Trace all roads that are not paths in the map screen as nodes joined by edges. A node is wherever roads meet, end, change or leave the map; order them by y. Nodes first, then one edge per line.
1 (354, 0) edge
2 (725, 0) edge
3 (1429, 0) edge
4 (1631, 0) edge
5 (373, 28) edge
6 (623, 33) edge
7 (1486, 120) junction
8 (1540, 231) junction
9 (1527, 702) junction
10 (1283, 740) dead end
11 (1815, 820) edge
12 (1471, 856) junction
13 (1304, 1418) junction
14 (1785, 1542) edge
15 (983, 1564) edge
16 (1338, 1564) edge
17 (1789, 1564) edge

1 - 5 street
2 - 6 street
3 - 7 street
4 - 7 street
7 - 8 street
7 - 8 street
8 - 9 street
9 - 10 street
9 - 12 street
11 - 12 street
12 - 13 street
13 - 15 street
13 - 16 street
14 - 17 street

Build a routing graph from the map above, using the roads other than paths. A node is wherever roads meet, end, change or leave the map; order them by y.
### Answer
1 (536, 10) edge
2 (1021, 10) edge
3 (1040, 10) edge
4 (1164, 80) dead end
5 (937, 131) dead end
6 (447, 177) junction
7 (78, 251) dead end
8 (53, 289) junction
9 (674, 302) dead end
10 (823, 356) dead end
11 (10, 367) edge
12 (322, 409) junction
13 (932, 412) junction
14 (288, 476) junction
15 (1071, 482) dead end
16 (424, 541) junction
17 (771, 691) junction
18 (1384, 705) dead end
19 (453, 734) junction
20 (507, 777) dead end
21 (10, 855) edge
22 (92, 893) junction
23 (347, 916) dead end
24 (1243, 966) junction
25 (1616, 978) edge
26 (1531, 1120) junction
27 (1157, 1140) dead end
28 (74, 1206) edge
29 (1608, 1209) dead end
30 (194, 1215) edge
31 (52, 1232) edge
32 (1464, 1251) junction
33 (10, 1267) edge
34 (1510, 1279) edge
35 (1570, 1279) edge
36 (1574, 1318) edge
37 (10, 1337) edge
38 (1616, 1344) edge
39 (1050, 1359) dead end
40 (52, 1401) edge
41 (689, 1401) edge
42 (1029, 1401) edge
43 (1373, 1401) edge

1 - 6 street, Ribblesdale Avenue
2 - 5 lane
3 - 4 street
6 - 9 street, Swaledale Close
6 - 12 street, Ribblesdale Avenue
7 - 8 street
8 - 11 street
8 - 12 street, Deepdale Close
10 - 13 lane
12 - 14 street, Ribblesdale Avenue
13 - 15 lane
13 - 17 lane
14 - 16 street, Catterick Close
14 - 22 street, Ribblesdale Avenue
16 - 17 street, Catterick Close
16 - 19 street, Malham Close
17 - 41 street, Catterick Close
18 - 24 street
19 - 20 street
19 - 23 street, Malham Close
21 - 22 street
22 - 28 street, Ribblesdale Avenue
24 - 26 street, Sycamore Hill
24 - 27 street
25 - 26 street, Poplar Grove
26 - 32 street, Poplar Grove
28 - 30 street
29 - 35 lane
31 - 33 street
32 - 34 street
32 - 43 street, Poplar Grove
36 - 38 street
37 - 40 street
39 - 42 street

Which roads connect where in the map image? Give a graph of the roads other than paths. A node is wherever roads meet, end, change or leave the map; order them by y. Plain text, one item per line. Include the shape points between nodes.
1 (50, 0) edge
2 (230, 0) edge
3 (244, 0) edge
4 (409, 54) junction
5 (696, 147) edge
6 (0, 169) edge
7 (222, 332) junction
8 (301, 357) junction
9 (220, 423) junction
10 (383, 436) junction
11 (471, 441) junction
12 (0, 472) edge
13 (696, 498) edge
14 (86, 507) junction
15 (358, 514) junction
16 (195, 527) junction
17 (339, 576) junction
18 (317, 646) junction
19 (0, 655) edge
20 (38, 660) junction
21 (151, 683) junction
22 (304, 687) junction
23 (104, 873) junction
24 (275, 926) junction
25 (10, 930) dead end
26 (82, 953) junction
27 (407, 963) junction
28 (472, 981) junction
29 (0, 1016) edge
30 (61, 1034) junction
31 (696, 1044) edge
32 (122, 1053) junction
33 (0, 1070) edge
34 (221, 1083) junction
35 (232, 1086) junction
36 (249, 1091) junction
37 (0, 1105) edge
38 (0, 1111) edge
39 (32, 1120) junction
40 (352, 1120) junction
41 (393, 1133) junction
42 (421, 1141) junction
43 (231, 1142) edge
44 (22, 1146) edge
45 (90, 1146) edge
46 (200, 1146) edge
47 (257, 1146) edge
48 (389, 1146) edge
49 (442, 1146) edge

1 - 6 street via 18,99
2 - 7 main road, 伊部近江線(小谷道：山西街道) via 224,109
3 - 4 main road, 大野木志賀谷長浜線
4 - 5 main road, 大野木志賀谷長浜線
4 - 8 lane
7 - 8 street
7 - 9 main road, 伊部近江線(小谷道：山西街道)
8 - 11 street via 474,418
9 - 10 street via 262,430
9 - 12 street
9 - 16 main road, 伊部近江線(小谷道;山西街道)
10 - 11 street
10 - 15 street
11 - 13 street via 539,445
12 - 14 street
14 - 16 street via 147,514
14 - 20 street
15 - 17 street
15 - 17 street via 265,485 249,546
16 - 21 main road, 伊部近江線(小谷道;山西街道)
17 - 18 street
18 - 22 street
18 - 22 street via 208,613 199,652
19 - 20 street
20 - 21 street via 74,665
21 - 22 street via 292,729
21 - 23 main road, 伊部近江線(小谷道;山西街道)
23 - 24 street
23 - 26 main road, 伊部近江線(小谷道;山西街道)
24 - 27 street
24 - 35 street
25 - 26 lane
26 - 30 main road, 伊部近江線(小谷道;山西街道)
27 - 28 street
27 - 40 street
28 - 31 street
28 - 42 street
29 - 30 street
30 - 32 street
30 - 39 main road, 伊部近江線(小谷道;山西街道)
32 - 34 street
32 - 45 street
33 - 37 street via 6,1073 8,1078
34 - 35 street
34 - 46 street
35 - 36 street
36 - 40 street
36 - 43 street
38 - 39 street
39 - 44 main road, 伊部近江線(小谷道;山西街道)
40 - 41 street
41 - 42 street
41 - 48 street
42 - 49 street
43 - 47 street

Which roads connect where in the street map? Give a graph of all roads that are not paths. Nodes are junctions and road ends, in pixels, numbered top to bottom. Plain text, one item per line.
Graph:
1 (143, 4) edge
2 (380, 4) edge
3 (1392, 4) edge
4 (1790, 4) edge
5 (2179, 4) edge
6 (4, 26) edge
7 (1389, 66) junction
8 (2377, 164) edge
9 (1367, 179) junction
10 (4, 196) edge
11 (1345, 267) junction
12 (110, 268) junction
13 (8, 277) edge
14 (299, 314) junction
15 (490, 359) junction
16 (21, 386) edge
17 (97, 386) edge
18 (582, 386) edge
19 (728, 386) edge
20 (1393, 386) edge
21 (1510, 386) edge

____________

§ **EXERCISE OBJECTIVE**
Please give the data again in full, exactly as written.

§ **SOLUTION TO THE PROBLEM**
Trace all roads that are not paths in the map screen as nodes joined by edges. A node is wherever roads meet, end, change or leave the map; order them by y. Nodes first, then one edge per line.
1 (354, 0) edge
2 (725, 0) edge
3 (1429, 0) edge
4 (1631, 0) edge
5 (373, 28) edge
6 (623, 33) edge
7 (1486, 120) junction
8 (1540, 231) junction
9 (1527, 702) junction
10 (1283, 740) dead end
11 (1815, 820) edge
12 (1471, 856) junction
13 (1304, 1418) junction
14 (1785, 1542) edge
15 (983, 1564) edge
16 (1338, 1564) edge
17 (1789, 1564) edge

1 - 5 street
2 - 6 street
3 - 7 street
4 - 7 street
7 - 8 street
7 - 8 street
8 - 9 street
9 - 10 street
9 - 12 street
11 - 12 street
12 - 13 street
13 - 15 street
13 - 16 street
14 - 17 street

Build a routing graph from the map above, using the roads other than paths. A node is wherever roads meet, end, change or leave the map; order them by y.
### Answer
1 (536, 10) edge
2 (1021, 10) edge
3 (1040, 10) edge
4 (1164, 80) dead end
5 (937, 131) dead end
6 (447, 177) junction
7 (78, 251) dead end
8 (53, 289) junction
9 (674, 302) dead end
10 (823, 356) dead end
11 (10, 367) edge
12 (322, 409) junction
13 (932, 412) junction
14 (288, 476) junction
15 (1071, 482) dead end
16 (424, 541) junction
17 (771, 691) junction
18 (1384, 705) dead end
19 (453, 734) junction
20 (507, 777) dead end
21 (10, 855) edge
22 (92, 893) junction
23 (347, 916) dead end
24 (1243, 966) junction
25 (1616, 978) edge
26 (1531, 1120) junction
27 (1157, 1140) dead end
28 (74, 1206) edge
29 (1608, 1209) dead end
30 (194, 1215) edge
31 (52, 1232) edge
32 (1464, 1251) junction
33 (10, 1267) edge
34 (1510, 1279) edge
35 (1570, 1279) edge
36 (1574, 1318) edge
37 (10, 1337) edge
38 (1616, 1344) edge
39 (1050, 1359) dead end
40 (52, 1401) edge
41 (689, 1401) edge
42 (1029, 1401) edge
43 (1373, 1401) edge

1 - 6 street, Ribblesdale Avenue
2 - 5 lane
3 - 4 street
6 - 9 street, Swaledale Close
6 - 12 street, Ribblesdale Avenue
7 - 8 street
8 - 11 street
8 - 12 street, Deepdale Close
10 - 13 lane
12 - 14 street, Ribblesdale Avenue
13 - 15 lane
13 - 17 lane
14 - 16 street, Catterick Close
14 - 22 street, Ribblesdale Avenue
16 - 17 street, Catterick Close
16 - 19 street, Malham Close
17 - 41 street, Catterick Close
18 - 24 street
19 - 20 street
19 - 23 street, Malham Close
21 - 22 street
22 - 28 street, Ribblesdale Avenue
24 - 26 street, Sycamore Hill
24 - 27 street
25 - 26 street, Poplar Grove
26 - 32 street, Poplar Grove
28 - 30 street
29 - 35 lane
31 - 33 street
32 - 34 street
32 - 43 street, Poplar Grove
36 - 38 street
37 - 40 street
39 - 42 street

Which roads connect where in the map image? Give a graph of the roads other than paths. A node is wherever roads meet, end, change or leave the map; order them by y. Plain text, one item per line. Include the shape points between nodes.
1 (50, 0) edge
2 (230, 0) edge
3 (244, 0) edge
4 (409, 54) junction
5 (696, 147) edge
6 (0, 169) edge
7 (222, 332) junction
8 (301, 357) junction
9 (220, 423) junction
10 (383, 436) junction
11 (471, 441) junction
12 (0, 472) edge
13 (696, 498) edge
14 (86, 507) junction
15 (358, 514) junction
16 (195, 527) junction
17 (339, 576) junction
18 (317, 646) junction
19 (0, 655) edge
20 (38, 660) junction
21 (151, 683) junction
22 (304, 687) junction
23 (104, 873) junction
24 (275, 926) junction
25 (10, 930) dead end
26 (82, 953) junction
27 (407, 963) junction
28 (472, 981) junction
29 (0, 1016) edge
30 (61, 1034) junction
31 (696, 1044) edge
32 (122, 1053) junction
33 (0, 1070) edge
34 (221, 1083) junction
35 (232, 1086) junction
36 (249, 1091) junction
37 (0, 1105) edge
38 (0, 1111) edge
39 (32, 1120) junction
40 (352, 1120) junction
41 (393, 1133) junction
42 (421, 1141) junction
43 (231, 1142) edge
44 (22, 1146) edge
45 (90, 1146) edge
46 (200, 1146) edge
47 (257, 1146) edge
48 (389, 1146) edge
49 (442, 1146) edge

1 - 6 street via 18,99
2 - 7 main road, 伊部近江線(小谷道：山西街道) via 224,109
3 - 4 main road, 大野木志賀谷長浜線
4 - 5 main road, 大野木志賀谷長浜線
4 - 8 lane
7 - 8 street
7 - 9 main road, 伊部近江線(小谷道：山西街道)
8 - 11 street via 474,418
9 - 10 street via 262,430
9 - 12 street
9 - 16 main road, 伊部近江線(小谷道;山西街道)
10 - 11 street
10 - 15 street
11 - 13 street via 539,445
12 - 14 street
14 - 16 street via 147,514
14 - 20 street
15 - 17 street
15 - 17 street via 265,485 249,546
16 - 21 main road, 伊部近江線(小谷道;山西街道)
17 - 18 street
18 - 22 street
18 - 22 street via 208,613 199,652
19 - 20 street
20 - 21 street via 74,665
21 - 22 street via 292,729
21 - 23 main road, 伊部近江線(小谷道;山西街道)
23 - 24 street
23 - 26 main road, 伊部近江線(小谷道;山西街道)
24 - 27 street
24 - 35 street
25 - 26 lane
26 - 30 main road, 伊部近江線(小谷道;山西街道)
27 - 28 street
27 - 40 street
28 - 31 street
28 - 42 street
29 - 30 street
30 - 32 street
30 - 39 main road, 伊部近江線(小谷道;山西街道)
32 - 34 street
32 - 45 street
33 - 37 street via 6,1073 8,1078
34 - 35 street
34 - 46 street
35 - 36 street
36 - 40 street
36 - 43 street
38 - 39 street
39 - 44 main road, 伊部近江線(小谷道;山西街道)
40 - 41 street
41 - 42 street
41 - 48 street
42 - 49 street
43 - 47 street

Which roads connect where in the street map? Give a graph of all roads that are not paths. Nodes are junctions and road ends, in pixels, numbered top to bottom. Plain text, one item per line.
Graph:
1 (143, 4) edge
2 (380, 4) edge
3 (1392, 4) edge
4 (1790, 4) edge
5 (2179, 4) edge
6 (4, 26) edge
7 (1389, 66) junction
8 (2377, 164) edge
9 (1367, 179) junction
10 (4, 196) edge
11 (1345, 267) junction
12 (110, 268) junction
13 (8, 277) edge
14 (299, 314) junction
15 (490, 359) junction
16 (21, 386) edge
17 (97, 386) edge
18 (582, 386) edge
19 (728, 386) edge
20 (1393, 386) edge
21 (1510, 386) edge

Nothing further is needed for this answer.